*What needs to be done:* Which lines of the entries below run from the one holding "thumb ip: (1369, 634)" to the one holding "index pip: (1132, 688)", inclusive? Set down exactly those lines and no others.

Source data
BEGIN

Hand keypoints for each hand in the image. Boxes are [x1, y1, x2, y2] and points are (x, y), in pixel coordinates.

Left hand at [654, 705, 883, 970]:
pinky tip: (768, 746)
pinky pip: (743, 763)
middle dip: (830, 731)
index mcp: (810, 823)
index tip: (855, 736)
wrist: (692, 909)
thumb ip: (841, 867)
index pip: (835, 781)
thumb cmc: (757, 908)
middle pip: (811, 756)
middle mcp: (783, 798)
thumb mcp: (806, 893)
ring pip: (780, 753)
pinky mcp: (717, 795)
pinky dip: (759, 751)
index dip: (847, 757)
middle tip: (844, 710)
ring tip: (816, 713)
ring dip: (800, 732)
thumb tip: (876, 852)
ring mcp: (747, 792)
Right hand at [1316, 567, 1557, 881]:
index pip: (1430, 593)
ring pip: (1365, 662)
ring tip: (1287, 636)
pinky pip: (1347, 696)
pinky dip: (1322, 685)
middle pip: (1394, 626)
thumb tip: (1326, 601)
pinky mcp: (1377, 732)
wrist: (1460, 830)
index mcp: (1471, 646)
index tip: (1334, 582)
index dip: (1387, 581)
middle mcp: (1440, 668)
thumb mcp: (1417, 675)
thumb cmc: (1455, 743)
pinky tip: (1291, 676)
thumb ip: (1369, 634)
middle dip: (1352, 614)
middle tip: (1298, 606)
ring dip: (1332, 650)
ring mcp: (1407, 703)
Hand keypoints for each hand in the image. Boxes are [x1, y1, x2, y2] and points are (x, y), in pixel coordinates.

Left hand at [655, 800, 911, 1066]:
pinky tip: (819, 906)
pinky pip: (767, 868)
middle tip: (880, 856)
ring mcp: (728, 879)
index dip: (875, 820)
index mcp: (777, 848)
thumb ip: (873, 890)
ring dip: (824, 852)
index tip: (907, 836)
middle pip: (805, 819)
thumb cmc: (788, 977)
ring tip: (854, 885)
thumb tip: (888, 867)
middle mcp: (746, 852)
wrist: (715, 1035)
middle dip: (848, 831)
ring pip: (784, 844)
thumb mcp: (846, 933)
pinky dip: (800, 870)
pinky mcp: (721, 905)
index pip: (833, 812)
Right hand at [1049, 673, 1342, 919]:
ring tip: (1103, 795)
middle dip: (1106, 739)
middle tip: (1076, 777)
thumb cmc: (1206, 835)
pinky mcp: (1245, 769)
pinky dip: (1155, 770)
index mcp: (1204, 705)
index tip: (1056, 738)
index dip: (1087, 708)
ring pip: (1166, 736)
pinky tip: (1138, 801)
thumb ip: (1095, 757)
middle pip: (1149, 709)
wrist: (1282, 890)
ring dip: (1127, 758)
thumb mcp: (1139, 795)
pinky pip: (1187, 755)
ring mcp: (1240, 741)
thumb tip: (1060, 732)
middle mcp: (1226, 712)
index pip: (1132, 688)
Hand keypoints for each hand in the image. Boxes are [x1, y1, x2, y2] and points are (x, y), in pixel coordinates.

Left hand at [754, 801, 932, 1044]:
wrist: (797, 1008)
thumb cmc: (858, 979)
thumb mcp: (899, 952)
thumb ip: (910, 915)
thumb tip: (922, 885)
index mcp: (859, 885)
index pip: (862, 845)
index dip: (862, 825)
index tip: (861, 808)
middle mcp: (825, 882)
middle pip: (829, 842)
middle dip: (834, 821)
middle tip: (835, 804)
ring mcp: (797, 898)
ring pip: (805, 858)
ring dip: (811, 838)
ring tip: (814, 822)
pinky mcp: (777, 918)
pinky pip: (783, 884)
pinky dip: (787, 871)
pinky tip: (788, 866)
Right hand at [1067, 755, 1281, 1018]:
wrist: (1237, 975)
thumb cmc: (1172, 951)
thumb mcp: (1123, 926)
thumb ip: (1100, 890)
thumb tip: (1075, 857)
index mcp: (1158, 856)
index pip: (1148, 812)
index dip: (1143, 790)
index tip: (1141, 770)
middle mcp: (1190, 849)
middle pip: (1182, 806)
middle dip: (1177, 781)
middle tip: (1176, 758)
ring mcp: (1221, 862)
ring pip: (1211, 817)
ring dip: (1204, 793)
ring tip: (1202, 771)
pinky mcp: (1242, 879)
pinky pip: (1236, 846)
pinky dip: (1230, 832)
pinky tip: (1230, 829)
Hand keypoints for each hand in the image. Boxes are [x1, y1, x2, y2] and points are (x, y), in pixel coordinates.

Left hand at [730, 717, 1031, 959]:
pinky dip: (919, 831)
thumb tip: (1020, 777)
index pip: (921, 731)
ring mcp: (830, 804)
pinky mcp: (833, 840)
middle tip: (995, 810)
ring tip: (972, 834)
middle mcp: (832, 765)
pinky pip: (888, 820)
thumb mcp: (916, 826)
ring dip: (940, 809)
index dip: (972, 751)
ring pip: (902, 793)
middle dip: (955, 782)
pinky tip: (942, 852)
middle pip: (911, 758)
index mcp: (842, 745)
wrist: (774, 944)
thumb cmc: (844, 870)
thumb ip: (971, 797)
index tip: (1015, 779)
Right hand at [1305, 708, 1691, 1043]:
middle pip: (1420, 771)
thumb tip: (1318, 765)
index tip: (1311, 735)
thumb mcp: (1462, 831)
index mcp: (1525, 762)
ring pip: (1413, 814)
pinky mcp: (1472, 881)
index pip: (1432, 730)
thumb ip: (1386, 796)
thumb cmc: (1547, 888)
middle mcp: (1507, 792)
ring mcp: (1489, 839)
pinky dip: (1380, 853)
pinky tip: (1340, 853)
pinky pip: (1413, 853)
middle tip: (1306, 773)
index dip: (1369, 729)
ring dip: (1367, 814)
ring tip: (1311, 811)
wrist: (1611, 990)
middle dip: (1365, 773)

END

*Result of this exercise:*
thumb ip: (1369, 634)
middle dip: (1352, 614)
middle tip: (1298, 606)
ring dip: (1332, 650)
ring mcp: (1407, 703)
Hand keypoints for each hand in the image. Boxes are [x1, y1, x2, y2] and points are (x, y), in pixel coordinates.

Left hand at [655, 800, 911, 1066]:
pinky tip: (819, 906)
pinky pip: (767, 868)
middle tip: (880, 856)
ring mcp: (728, 879)
index dip: (875, 820)
index mcp: (777, 848)
thumb ip: (873, 890)
ring dip: (824, 852)
index tip: (907, 836)
middle pip: (805, 819)
thumb cmc: (788, 977)
ring tip: (854, 885)
thumb tip: (888, 867)
middle mcp: (746, 852)
wrist: (715, 1035)
middle dip: (848, 831)
ring pip: (784, 844)
thumb mcp: (846, 933)
pinky dip: (800, 870)
pinky mcp: (721, 905)
index pip: (833, 812)
Right hand at [1049, 673, 1342, 919]:
ring tip: (1103, 795)
middle dip: (1106, 739)
middle tip: (1076, 777)
thumb cmc: (1206, 835)
pinky mcp: (1245, 769)
pinky dip: (1155, 770)
index mcp: (1204, 705)
index tip: (1056, 738)
index dip: (1087, 708)
ring pip: (1166, 736)
pinky tip: (1138, 801)
thumb ip: (1095, 757)
middle pip: (1149, 709)
wrist: (1282, 890)
ring dip: (1127, 758)
thumb mcp: (1139, 795)
pinky pip: (1187, 755)
ring mcp: (1240, 741)
thumb tip: (1060, 732)
middle mcp: (1226, 712)
index pip: (1132, 688)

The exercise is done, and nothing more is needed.